Top of Material shown

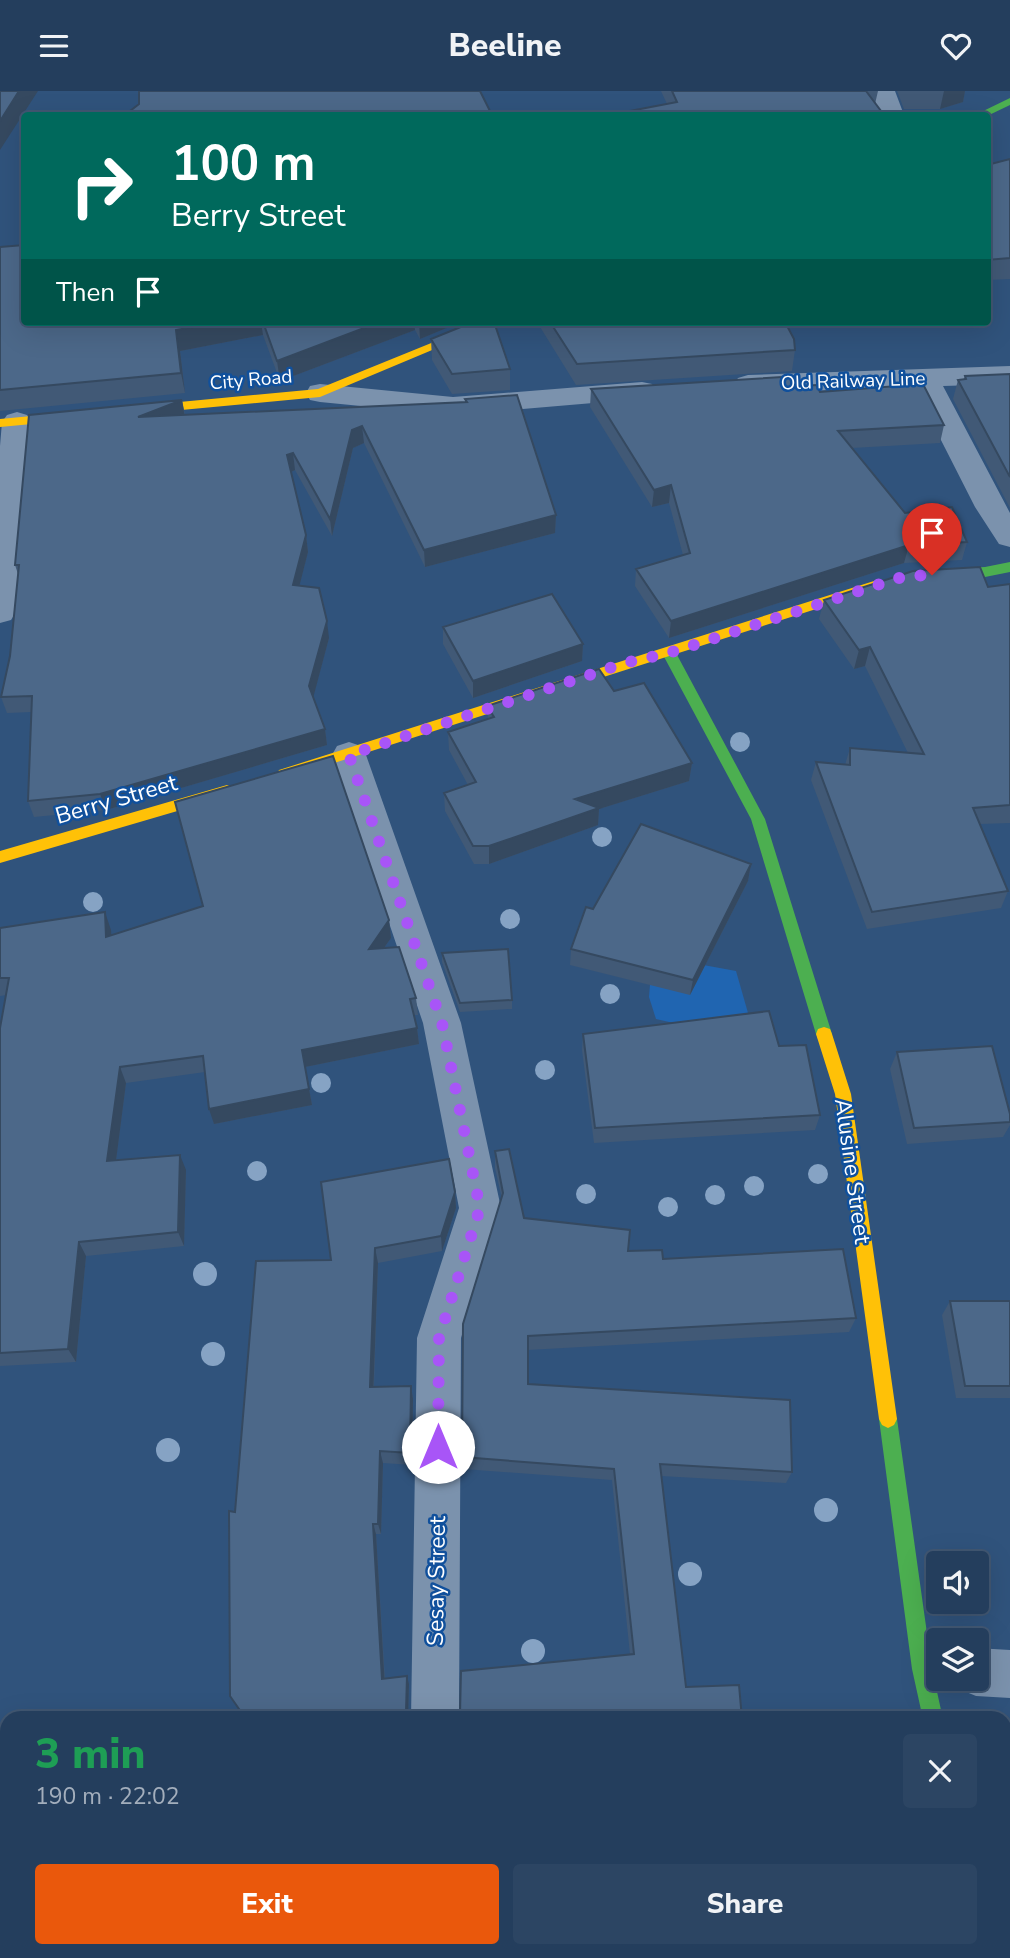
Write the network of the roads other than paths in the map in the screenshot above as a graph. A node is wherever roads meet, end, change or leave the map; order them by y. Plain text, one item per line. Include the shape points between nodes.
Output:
1 (883, 91) edge
2 (1010, 101) edge
3 (891, 112) edge
4 (986, 112) edge
5 (483, 326) edge
6 (1010, 375) edge
7 (924, 378) junction
8 (726, 385) edge
9 (672, 389) edge
10 (320, 393) junction
11 (8, 422) edge
12 (1010, 536) edge
13 (1010, 567) edge
14 (918, 575) edge
15 (892, 580) edge
16 (0, 612) edge
17 (669, 653) junction
18 (349, 755) junction
19 (269, 779) edge
20 (242, 787) edge
21 (0, 857) edge
22 (926, 1643) edge
23 (989, 1673) edge
24 (1010, 1674) edge
25 (931, 1691) edge
26 (435, 1711) edge
27 (933, 1711) edge

1 - 3 street
2 - 4 street
5 - 10 street, City Road
6 - 7 street, Old Railway Line
7 - 8 street, Old Railway Line
7 - 12 street via 990,507
9 - 10 street via 453,406
10 - 11 street, City Road
11 - 16 street
13 - 14 street
15 - 17 street
17 - 18 street via 625,663
17 - 22 street, Alusine Street via 758,820 843,1094
18 - 19 street
18 - 26 street, Sesay Street via 442,1023 480,1208 439,1338
20 - 21 street, Berry Street
23 - 24 street
25 - 27 street, Alusine Street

Bottom of Material shown

* [Task instructions] Please print every record exactly as written, without the pictures.

* [Written solution]
Write the network of the roads other than paths in the map in the screenshot above as a graph. A node is wherever roads meet, end, change or leave the map; order them by y. Plain text, one item per line. Include the shape points between nodes.
Output:
1 (883, 91) edge
2 (1010, 101) edge
3 (891, 112) edge
4 (986, 112) edge
5 (483, 326) edge
6 (1010, 375) edge
7 (924, 378) junction
8 (726, 385) edge
9 (672, 389) edge
10 (320, 393) junction
11 (8, 422) edge
12 (1010, 536) edge
13 (1010, 567) edge
14 (918, 575) edge
15 (892, 580) edge
16 (0, 612) edge
17 (669, 653) junction
18 (349, 755) junction
19 (269, 779) edge
20 (242, 787) edge
21 (0, 857) edge
22 (926, 1643) edge
23 (989, 1673) edge
24 (1010, 1674) edge
25 (931, 1691) edge
26 (435, 1711) edge
27 (933, 1711) edge

1 - 3 street
2 - 4 street
5 - 10 street, City Road
6 - 7 street, Old Railway Line
7 - 8 street, Old Railway Line
7 - 12 street via 990,507
9 - 10 street via 453,406
10 - 11 street, City Road
11 - 16 street
13 - 14 street
15 - 17 street
17 - 18 street via 625,663
17 - 22 street, Alusine Street via 758,820 843,1094
18 - 19 street
18 - 26 street, Sesay Street via 442,1023 480,1208 439,1338
20 - 21 street, Berry Street
23 - 24 street
25 - 27 street, Alusine Street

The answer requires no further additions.